Brain Tumor

Posted September 14, 2022 by Anusha ‐ 4 min read

A brain tumor is an abnormal growth or mass of cells in or around your brain. Together, spinal tumors and brain tumors are called central nervous system (CNS) tumors.

Causes of Brain Tumor

  • Researchers know brain tumors develop when certain genes on the chromosomes of a cell are damaged and no longer function properly, but they aren’t sure why this happens.

  • Your DNA in your chromosomes tells cells throughout your body what to do it tells them when to grow, when to divide or multiply and/or when to die.

  • When brain cell DNA changes, it gives your brain cells new instructions.

  • Your body develops abnormal brain cells that grow and multiply faster than normal and sometimes live longer than normal.

  • When that happens, the ever-growing crowd of abnormal cells takes over space in your brain.

  • In some cases, a person may be born with changes in one or more of these genes.

  • Environmental factors, such as exposure to large amounts of radiation from X-rays or previous cancer treatment, may then lead to further damage.

  • In other cases, the environmental injury to the genes may be the only cause.

Symptoms of Brain Tumor

  • Headaches that may be more severe in the morning or wake you up at night.

  • Seizures.

  • Difficulty thinking, speaking or understanding language.

  • Personality changes.

  • Weakness or paralysis in one part or one side of your body.

  • Balance problems or dizziness.

  • Vision issues.

  • Hearing issues.

  • Facial numbness or tingling.

  • Nausea or vomiting.

  • Confusion and disorientation.

Diagnosis of Brain Tumor

Brain MRI or CT scan

  • Magnetic resonance imaging (MRI) is the best imaging test for identifying brain tumors.

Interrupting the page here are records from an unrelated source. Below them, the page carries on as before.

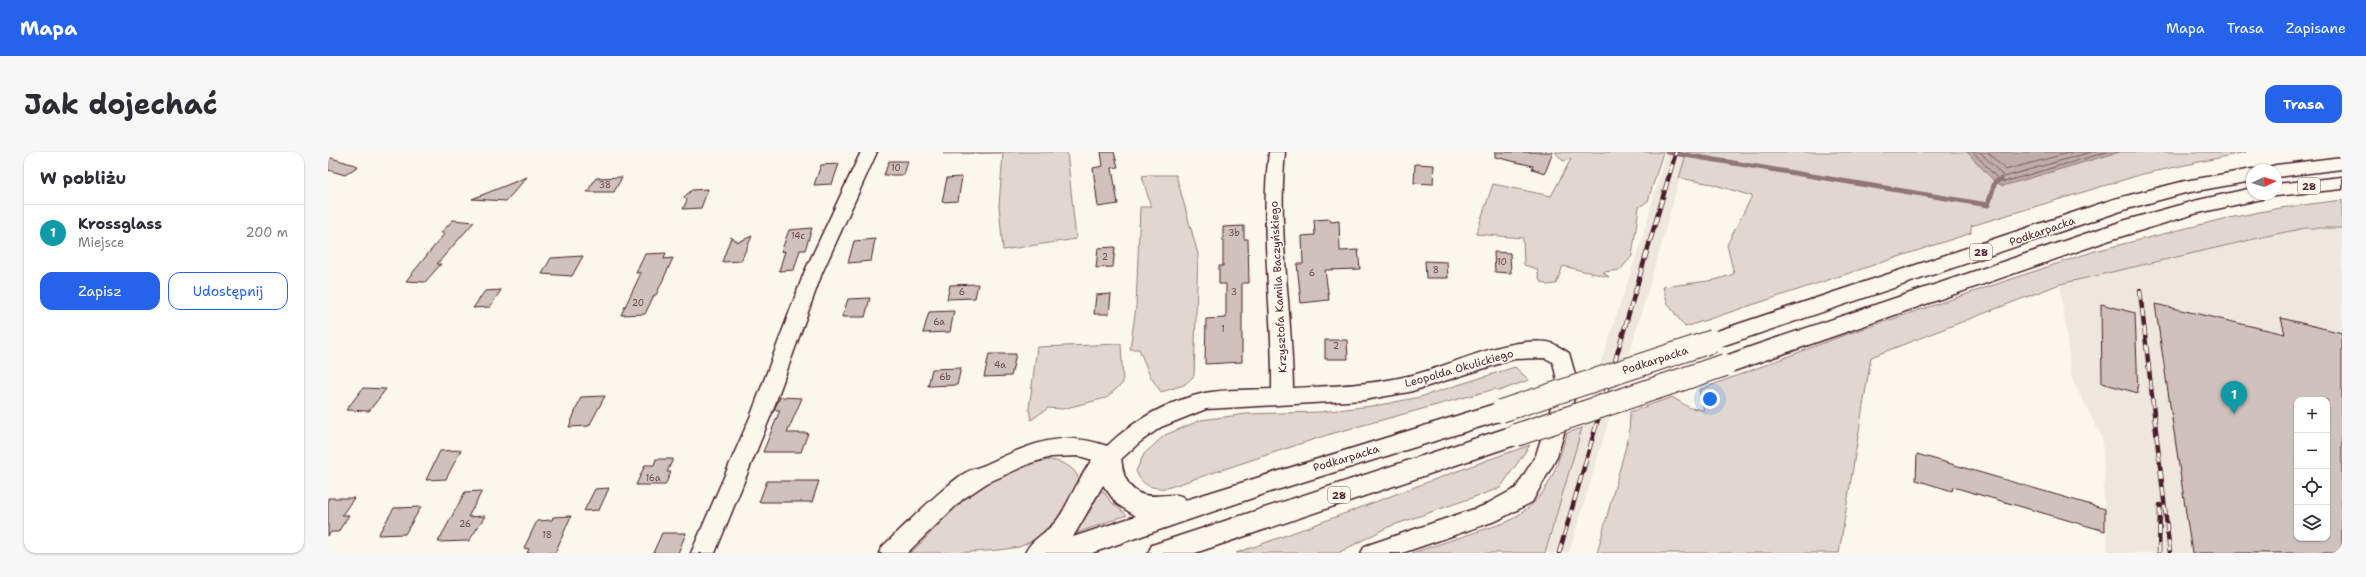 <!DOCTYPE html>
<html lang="pl">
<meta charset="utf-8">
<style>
:root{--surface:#fff;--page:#f7f7f7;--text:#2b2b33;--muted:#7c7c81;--line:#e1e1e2;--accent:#2563eb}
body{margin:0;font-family:"Shantell Sans",sans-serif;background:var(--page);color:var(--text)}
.controls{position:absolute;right:12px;bottom:12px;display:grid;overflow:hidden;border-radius:8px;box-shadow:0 1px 3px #0004}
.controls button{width:36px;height:36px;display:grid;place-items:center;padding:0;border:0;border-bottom:1px solid var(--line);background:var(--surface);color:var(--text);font:20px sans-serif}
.compass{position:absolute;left:1918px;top:12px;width:36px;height:36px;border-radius:50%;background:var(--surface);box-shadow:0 1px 3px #0004;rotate:86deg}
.you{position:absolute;left:1382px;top:247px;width:14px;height:14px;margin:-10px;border:3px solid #fff;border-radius:50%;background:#1a73e8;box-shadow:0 0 0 6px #1a73e833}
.badge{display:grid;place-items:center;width:26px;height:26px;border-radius:50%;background:var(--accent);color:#fff;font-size:13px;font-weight:700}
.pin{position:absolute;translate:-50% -33px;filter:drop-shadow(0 1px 2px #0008)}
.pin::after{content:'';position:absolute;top:21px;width:14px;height:12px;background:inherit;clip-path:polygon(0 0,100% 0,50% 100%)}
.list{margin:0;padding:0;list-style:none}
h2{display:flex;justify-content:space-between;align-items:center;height:52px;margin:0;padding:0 16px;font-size:17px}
h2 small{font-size:13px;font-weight:400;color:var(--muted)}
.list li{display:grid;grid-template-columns:26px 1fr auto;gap:12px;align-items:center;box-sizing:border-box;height:56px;padding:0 16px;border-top:1px solid var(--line)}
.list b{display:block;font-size:15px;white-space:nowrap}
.list p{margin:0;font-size:13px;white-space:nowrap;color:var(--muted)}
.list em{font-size:13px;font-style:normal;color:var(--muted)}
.actions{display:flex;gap:8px;padding:12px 16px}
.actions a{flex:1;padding:9px 0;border:1px solid var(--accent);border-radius:12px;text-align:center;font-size:14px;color:var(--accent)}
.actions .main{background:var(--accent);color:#fff}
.icon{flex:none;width:22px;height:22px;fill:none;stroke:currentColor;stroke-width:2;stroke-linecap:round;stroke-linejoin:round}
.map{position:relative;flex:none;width:2014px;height:401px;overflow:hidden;border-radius:12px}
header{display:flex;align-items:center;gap:24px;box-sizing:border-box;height:56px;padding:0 20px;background:var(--accent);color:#fff}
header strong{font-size:19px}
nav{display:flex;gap:22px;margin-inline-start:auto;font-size:14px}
.intro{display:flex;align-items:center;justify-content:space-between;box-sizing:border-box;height:96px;padding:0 24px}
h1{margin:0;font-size:28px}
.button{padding:10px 18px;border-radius:12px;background:var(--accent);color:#fff;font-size:14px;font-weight:700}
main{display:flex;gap:24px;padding:0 24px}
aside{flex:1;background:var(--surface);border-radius:12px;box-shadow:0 1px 3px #0004}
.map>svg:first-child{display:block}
</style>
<header>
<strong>Mapa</strong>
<nav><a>Mapa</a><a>Trasa</a><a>Zapisane</a></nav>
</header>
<div class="intro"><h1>Jak dojechać</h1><a class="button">Trasa</a></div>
<main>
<aside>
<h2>W pobliżu<small></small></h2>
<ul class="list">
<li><span class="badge" style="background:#0f9aa8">1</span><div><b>Krossglass</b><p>Miejsce</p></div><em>200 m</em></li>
</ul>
<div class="actions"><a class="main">Zapisz</a><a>Udostępnij</a></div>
</aside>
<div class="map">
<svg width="2014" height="401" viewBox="0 0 2014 401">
<rect width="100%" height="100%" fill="#fbf7ec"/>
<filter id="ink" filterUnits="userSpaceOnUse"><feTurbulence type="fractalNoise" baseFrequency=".025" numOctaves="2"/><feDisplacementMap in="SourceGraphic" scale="8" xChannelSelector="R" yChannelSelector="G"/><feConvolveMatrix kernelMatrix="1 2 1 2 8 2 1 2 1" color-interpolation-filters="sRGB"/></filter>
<g filter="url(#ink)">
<path fill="#eee7de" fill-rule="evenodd" d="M1338,0H1359L1329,108L1241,401H1217L1269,222L1314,87Z
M1977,76H2014V401H1780L1775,335L1777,332L1774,285L1744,228L1732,132ZM1969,248H1999V386H1969Z"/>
<path fill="#e2d7d0" stroke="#967b7e" d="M616,0H739L748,87L675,98L671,54L675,1L615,2Z
M1227,0H1335L1320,49L1311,55L1304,104L1292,118L1275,120L1281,125L1235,114L1228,132L1219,133L1212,129L1209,117L1196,113L1195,86L1148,82L1165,32L1223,44L1243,7L1235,9Z
M1359,0H1918L1815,22L1643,74V81L1357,175L1340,152L1335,135L1387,128L1406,122L1399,93L1424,44L1384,32L1351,26Z
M821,23H848L870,102L866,224L856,233L833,240L822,224L811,197H802L808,155L812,55H823L814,24Z
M2014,48V76H1977L1948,82L1732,132L1543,205L1511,401H1269L1301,283L1302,260L1344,245L1362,256L1376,258L1371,238L1514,184L1767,99L1891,68L1952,56Z
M793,192L795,231L778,246L734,257L720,256L703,268L701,257L709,195Z
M1187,215L1201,228L1171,239L1167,237L999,283L839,336C824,337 814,334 808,319L816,302L837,283L873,268L919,262L992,260L1052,253L1092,245Z
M1254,276L1217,401H1084L1179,370C1220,347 1226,324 1239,281Z
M1202,293L1172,336L1060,375L1010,401H908C1007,367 1103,327 1202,293Z
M722,308C753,312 761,336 740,360C726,375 709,388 691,395C660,401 615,401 582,401C601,385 612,369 631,352C655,330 689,312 722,308Z
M772,339H775L783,350L799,363L749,381L748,379L762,359Z"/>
<path fill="#bfadaa" stroke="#907477" d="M1639,0H1791L1675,34L1667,30Z"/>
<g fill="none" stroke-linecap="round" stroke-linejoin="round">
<path stroke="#79585e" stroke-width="1" d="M1645,0L1670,27L1676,30L1779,0
M1652,0L1676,25L1763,0
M1660,0L1677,18L1744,0"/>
<path stroke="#907477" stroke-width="5" d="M1339,0L1660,53L1667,30L1673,27"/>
</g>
<path fill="#cfc2bc" stroke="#4a1f2b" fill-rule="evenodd" d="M773,0H786L790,15L784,16L790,52L770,55L765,16L775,14Z
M1167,0H1225L1217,21L1204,17L1205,14L1167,5Z
M0,5L30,14L17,23L0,18Z
M561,9H580L576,23H556Z
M511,12L504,32L486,33L493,13Z
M1087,12L1106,13L1105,32L1086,31Z
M199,25L178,49L144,47Z
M294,25L286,40H259L268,26Z
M634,25L630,49L614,50L619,26Z
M380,37L373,56L355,57L359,48L356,45L364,38Z
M1002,67L1003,70L1011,69L1012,99L1030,98L1032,117L997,118L1001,148L973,151L969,112H975L974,84L987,83L986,68Z
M125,68L146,70L109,112H113L97,130L78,129L117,81H113Z
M916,74V87H920L921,131H914V210L877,212L878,167L898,166V132H891V114H895V75Z
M484,76L477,98H472L466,118L451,119L457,99L453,100L461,78Z
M424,84L413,109L394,110L403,85L410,90Z
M547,87L543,109L520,111L526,89Z
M787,95L785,115L768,116L770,96Z
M1166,100L1182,101L1183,121L1167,120Z
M338,101L336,107L345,106L328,143H326L317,162L293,163L313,121H308L317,102Z
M255,104L244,124L214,122L223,106Z
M1097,109L1119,110L1120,126H1098Z
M650,132L647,146L619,147L622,133Z
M173,138L162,155L145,156L157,139Z
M783,142L781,162H766L768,143Z
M542,146L537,165H514L520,147Z
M1773,152L1807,161L1810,241L1774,231Z
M1827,152L1957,182L1953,166L2014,181V401H1864ZM1969,248H1999V386H1969Z
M626,159L622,180L595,181L601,160Z
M997,188H1019L1020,207H997Z
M661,202H688L683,224L656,225Z
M633,216L629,233L600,234L604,217Z
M35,236L58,237L41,259L18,258Z
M277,244L261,274L241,275L253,245Z
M452,245L474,246L459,281H480L473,300H435L452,258H446Z
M133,298L118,327L98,328L112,299Z
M1589,302L1777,357V379L1625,335L1624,339L1588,328Z
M328,307H345L339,320H343L337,333H308L317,313H326Z
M439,329H491L484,350H431Z
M281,336L271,358L256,359L267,337Z
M154,339L140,365L157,364L141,389L110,390L137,340Z
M0,346H26L14,363H21L10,380H3L0,384Z
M93,355L77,382L50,383L66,356Z
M243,364L227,401H199L201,397L196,396L209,369L224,368L225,365Z
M334,381H358L350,401H325Z"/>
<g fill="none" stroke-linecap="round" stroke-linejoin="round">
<g stroke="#4a1f2b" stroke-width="3">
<path id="minor" d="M533,0H549L494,121L443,263L387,401H363L423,263L476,121Z
M941,0H957C949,79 964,157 965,236C1004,234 1042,233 1080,224C1126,214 1171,186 1219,190C1227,191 1234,197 1241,201L1250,233L1229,305L1204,350L1170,368L1074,401H1033L1037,394L1155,354L1188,336L1208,303L1230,233L1225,210L1217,206L1186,207L1081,240L1036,248L878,257L833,275L812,290L790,310L782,313L751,304L723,305L703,311L659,331L635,347L579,401H551L555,394C580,371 604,345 632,324C640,318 650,316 659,312C701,293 732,277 779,294C806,268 840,249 877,241C898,237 923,238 944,237C945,158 931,79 941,0Z"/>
</g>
<g stroke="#4a1f2b" stroke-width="3">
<path id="primary" d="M2014,5V17L1948,25V18H1939L1941,15L1948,13Z
M1924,17L1929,18H1924V29L1857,41L1799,57L1385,197L1377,195L1374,189L1377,183L1786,47L1857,29Z
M2014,25V37L1948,44L1941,42H1948V32Z
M1924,36V42H1937L1934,47L1866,62L1782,88L1397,222L1389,219L1386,213L1389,207L1425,194L1798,68L1866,49Z
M1173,250L1181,252L1184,259L1181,266L939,341L764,401H697C704,386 719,381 729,368C741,354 762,295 782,294C784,294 788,296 790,297C795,307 793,318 798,327C813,359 847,333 858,348ZM775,333L789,352L808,364L745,385Z
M1188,273L1196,276L1200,283L1196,290L867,401H820L824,393L833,390Z"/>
</g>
<use href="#minor" fill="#fbf7ec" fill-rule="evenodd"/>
<use href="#primary" fill="#fbf7ec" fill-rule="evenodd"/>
<g stroke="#4a1f2b" stroke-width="4.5">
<path id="rail" d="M1812,139L1842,401
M1231,401L1348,0
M1831,401L1832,353"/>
</g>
<use href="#rail" stroke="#fbf7ec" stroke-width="3" stroke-dasharray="9" stroke-linecap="butt"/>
<g stroke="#4a1f2b" stroke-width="24" stroke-linecap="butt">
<path id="primary-bridge" d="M1173,259L1385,189
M1188,283L1397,213"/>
</g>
<use href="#primary-bridge" stroke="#fbf7ec" stroke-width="22"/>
</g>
</g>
<g text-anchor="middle" stroke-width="3" stroke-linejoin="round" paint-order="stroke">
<g font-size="9" fill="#6b484f">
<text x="568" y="19">10</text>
<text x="277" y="36">38</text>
<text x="906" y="84">3b</text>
<text x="470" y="87">14c</text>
<text x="777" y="108">2</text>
<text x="1174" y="113">10</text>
<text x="1108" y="121">8</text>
<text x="984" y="124">6</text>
<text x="634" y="143">6</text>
<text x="906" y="143">3</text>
<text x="310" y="154">20</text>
<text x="611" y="173">6a</text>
<text x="895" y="180">1</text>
<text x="1008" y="197">2</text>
<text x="672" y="216">4a</text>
<text x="617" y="228">6b</text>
<text x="325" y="329">16a</text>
<text x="137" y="375">26</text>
<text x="219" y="386">18</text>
</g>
<g fill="#fbf7ec" stroke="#7f6065" stroke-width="1">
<rect x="1970" y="26" width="22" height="16" rx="3"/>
<rect x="1642" y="92" width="22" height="16" rx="3"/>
<rect x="1000" y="335" width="22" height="16" rx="3"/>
</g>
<g font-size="10" font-weight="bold" fill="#4a1f2b">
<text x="1981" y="38">28</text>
<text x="1653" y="104">28</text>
<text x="1011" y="347">28</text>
</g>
<g font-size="11" fill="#4a1f2b" stroke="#fbf7ec">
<text transform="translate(1714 79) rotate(-19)" y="4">Podkarpacka</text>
<text transform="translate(950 135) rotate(-93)" y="4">Krzysztofa Kamila Baczyńskiego</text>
<text transform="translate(1327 208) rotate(-18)" y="4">Podkarpacka</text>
<text transform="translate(1131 216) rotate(-16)" y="4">Leopolda Okulickiego</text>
<text transform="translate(1018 306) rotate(-17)" y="4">Podkarpacka</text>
</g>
</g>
</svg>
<div class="controls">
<button>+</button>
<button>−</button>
<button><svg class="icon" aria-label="locate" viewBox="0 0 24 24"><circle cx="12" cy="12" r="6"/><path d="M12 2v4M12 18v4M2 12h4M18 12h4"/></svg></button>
<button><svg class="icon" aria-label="layers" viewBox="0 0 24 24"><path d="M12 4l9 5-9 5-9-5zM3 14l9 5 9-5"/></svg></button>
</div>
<svg class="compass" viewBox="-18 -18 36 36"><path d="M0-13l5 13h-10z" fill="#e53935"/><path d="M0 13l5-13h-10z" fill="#7c7c81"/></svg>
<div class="you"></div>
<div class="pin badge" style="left:1906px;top:262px;background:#0f9aa8">1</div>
</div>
</main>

  • Computed tomography (CT) is a good alternative if you’re unable to undergo an MRI.

  • Before these tests, a substance that makes the tumor easier to see called a contrast agent is injected into one of your veins.

  • These tests can show the tumor’s size and exact position in specific detail.

  • Your healthcare provider may also look at other parts of your body, such as your lungs, colon or breasts, to see if the tumor has spread.


  • Healthcare providers usually need to do a biopsy of the tumor (removal of a sample of the tumor for examination under a microscope) to identify the type of tumor and if it’s cancerous.

  • A neurosurgeon may perform a biopsy during surgery in which they remove all or part of the tumor.

  • If the tumor is difficult to reach, they may perform a stereotactic biopsy, which involves creating a small hole in your skull and using a needle to take a sample of tissue from the tumor.

Spinal tap (lumbar puncture)

  • For this procedure, your healthcare provider uses a small needle to remove cerebrospinal fluid (CSF) from around your spine.

  • A laboratory examines this fluid to look for cancer cells.

  • Healthcare providers use this procedure when they suspect that the tumor has invaded the layers of tissues that cover your brain (meninges).

Specialized tests

  • Certain tests can sometimes help with the diagnosis.

  • For example, your healthcare provider may order tests that check your blood and cerebrospinal fluid for substances that certain tumors release called tumor markers.

  • They can also test for gene abnormalities that are characteristic of certain tumors.

Treatment of Brain Tumor

Brain surgery (craniotomy)

When possible, neurosurgeons remove the tumor. They work very carefully, sometimes performing surgery when you’re awake (you won’t feel pain), to minimize damage to functional areas of your brain.

Radiation therapy

High doses of X-rays destroy brain tumor cells or shrink the tumor in this type of treatment.


This is a type of radiation therapy that uses very focused beams of radiation (gamma rays or proton beams) to destroy a tumor. It’s not actually surgery because it doesn’t require an incision (cut).


This is a form of radiation therapy. It involves surgically placing radioactive seeds, capsules or other implants directly in or near the cancerous tumor.


  • This therapy consists of anticancer drugs that kill cancer cells in your brain and throughout your body.

  • You might receive chemotherapy through an injection into a vein or take it as a pill.

  • Your healthcare provider may recommend chemotherapy after surgery to kill any cancer cells left behind or to prevent remaining tumor cells from growing.


Immunotherapy, also called biological therapy, is a type of treatment that uses your body’s immune system to fight cancer. The therapy mainly consists of stimulating your immune system to help it do its job more effectively.

Targeted therapy

With this treatment, drugs target specific features in cancer cells without harming healthy cells. Your healthcare provider may recommend targeted therapy if you have trouble tolerating the side effects of chemotherapy, such as fatigue and nausea.

Watchful waiting/active surveillance

If you have a brain tumor that’s very small and isn’t causing symptoms, your healthcare provider may recommend closely monitoring the tumor for signs of growth with regular testing.